Try it:
Could you copy every line of the data that contains the word "Przy"?
------ Supplied material
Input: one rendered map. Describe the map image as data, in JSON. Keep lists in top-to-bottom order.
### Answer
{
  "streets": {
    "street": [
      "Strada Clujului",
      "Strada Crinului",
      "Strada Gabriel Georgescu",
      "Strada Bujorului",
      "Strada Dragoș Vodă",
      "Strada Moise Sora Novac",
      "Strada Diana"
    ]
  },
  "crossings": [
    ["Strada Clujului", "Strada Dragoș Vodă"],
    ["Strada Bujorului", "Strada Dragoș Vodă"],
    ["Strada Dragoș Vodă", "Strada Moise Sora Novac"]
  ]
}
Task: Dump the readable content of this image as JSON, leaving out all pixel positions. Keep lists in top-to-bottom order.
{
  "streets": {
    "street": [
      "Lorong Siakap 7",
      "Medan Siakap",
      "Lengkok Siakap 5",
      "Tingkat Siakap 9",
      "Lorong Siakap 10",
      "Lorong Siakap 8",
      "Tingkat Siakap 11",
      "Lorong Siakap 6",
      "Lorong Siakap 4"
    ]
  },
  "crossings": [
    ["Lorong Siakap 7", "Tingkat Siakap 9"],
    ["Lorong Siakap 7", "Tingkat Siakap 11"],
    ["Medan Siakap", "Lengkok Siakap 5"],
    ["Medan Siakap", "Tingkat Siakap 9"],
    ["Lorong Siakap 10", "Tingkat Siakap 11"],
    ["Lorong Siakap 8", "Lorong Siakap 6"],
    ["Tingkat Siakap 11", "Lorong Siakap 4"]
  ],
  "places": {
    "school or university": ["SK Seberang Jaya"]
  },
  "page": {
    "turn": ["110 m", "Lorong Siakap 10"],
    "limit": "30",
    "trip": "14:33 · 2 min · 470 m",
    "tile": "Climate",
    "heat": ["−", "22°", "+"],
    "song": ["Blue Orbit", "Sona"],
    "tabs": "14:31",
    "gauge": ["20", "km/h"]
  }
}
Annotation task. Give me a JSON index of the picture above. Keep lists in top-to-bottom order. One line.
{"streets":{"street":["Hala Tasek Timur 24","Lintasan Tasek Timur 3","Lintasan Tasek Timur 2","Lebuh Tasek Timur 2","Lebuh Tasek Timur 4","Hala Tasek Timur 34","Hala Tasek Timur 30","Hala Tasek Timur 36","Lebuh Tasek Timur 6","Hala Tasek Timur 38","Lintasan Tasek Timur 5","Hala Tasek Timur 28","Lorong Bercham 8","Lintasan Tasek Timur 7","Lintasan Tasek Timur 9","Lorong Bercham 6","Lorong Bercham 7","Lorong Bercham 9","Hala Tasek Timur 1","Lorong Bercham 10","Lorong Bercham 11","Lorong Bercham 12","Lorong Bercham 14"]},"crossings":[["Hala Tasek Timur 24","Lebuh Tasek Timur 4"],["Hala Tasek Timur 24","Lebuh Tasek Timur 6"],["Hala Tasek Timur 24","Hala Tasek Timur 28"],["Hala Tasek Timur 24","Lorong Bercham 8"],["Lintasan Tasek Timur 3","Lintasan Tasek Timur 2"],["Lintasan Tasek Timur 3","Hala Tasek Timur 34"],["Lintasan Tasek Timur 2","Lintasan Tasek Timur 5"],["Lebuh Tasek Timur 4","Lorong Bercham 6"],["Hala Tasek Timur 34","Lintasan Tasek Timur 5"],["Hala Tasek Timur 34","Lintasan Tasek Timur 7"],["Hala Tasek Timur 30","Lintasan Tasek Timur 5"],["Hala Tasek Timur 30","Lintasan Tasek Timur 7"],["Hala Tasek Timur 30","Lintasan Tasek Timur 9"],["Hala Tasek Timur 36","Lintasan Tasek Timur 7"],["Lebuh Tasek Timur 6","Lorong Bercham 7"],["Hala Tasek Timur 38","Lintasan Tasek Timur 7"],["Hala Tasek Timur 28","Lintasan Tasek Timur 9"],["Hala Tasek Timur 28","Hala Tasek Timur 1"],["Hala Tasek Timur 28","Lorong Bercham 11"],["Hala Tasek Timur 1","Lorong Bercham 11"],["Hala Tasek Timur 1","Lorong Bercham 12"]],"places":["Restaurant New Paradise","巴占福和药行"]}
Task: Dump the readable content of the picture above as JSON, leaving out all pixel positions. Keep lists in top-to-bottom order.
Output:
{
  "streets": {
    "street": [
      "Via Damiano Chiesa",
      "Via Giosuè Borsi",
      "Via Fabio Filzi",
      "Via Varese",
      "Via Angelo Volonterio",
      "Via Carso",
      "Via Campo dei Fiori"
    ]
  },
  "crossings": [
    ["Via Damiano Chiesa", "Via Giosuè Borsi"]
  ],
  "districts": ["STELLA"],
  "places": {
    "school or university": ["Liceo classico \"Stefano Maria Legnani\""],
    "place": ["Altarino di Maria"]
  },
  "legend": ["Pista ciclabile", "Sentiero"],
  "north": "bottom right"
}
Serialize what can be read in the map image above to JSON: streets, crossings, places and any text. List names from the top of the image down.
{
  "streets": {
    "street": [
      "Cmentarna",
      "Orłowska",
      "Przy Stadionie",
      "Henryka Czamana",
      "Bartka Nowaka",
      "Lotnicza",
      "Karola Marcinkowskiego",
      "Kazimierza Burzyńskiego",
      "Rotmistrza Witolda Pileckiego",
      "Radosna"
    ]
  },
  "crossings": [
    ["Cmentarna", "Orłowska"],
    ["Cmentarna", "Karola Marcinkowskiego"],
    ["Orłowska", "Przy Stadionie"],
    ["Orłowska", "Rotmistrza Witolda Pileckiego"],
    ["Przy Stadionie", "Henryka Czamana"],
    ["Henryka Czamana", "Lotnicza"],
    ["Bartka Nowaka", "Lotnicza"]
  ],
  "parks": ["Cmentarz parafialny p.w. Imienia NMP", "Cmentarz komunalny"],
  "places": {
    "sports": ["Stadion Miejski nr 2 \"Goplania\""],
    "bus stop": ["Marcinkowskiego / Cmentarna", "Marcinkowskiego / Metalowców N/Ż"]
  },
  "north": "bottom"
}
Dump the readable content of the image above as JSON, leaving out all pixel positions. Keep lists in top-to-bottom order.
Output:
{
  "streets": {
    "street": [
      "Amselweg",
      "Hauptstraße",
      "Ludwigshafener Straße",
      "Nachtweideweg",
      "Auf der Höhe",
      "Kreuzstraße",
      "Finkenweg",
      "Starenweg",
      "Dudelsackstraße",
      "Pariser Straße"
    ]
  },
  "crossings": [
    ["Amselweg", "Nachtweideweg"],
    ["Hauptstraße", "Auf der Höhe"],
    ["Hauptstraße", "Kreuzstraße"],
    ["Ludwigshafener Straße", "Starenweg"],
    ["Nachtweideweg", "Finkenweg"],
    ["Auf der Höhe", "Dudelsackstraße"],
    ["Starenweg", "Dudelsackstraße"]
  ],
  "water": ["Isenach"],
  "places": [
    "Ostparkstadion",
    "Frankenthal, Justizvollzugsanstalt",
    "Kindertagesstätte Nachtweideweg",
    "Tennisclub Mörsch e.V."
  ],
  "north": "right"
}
------------
Result of the exercise:
      "Przy Stadionie",
    ["Orłowska", "Przy Stadionie"],
    ["Przy Stadionie", "Henryka Czamana"],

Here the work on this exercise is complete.